ひまわりにとっての母ちゃんとの思い出は、暖かいものであると同時に、悲しみの対象でもある。味噌汁を作るということは、その両方を思い出させることになるだろう。
……それでも、彼女はオラのために作ってくれた。だからオラは、それに対して何も言うべきではないんだろうな。
「……いただくよ、味噌汁」
「……うん!」
そしてオラとひまわりは朝食を食べた。
味噌汁は、少し塩辛かった。
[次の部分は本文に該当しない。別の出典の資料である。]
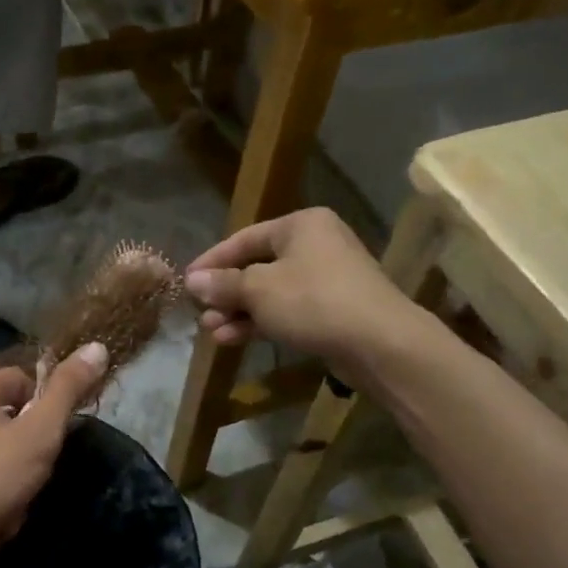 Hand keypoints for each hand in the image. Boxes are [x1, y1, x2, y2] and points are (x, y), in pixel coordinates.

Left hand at [0, 344, 110, 567]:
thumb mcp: (39, 435)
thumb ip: (68, 390)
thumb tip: (97, 346)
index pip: (27, 384)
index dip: (46, 418)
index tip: (48, 451)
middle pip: (8, 422)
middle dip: (25, 459)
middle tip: (27, 488)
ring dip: (6, 485)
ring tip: (4, 515)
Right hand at [184, 208, 407, 370]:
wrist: (380, 342)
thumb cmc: (313, 301)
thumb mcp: (259, 290)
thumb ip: (223, 284)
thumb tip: (193, 280)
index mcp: (300, 225)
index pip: (244, 238)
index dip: (212, 261)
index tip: (187, 282)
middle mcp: (315, 244)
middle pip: (257, 266)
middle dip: (226, 293)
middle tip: (200, 312)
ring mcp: (327, 278)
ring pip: (271, 292)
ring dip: (240, 311)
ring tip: (212, 331)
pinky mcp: (333, 309)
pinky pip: (288, 310)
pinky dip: (262, 322)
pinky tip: (233, 339)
でも、とても心に沁みた。
朝ご飯を食べた後で、居間でまったりしていたオラとひまわり。
目の前のテレビでは、朝のワイドショーが芸能人のスクープを取り立てていた。
何でも、俳優の藤原ケイジとアンジェラ小梅が、またもや破局したとか。何度目だ、藤原ケイジ。
そんな緩やかに時間が流れる室内に、突如けたたましくドアを叩く音が響き渡った。
「な、なんだ?」
おそるおそる玄関に近付き、ドアを開ける。――と同時に、とある女性が飛び込んで来た。
「――か、匿って、しんのすけ!!」
その女性は、室内に入るなり、ぜえぜえと息を切らしていた。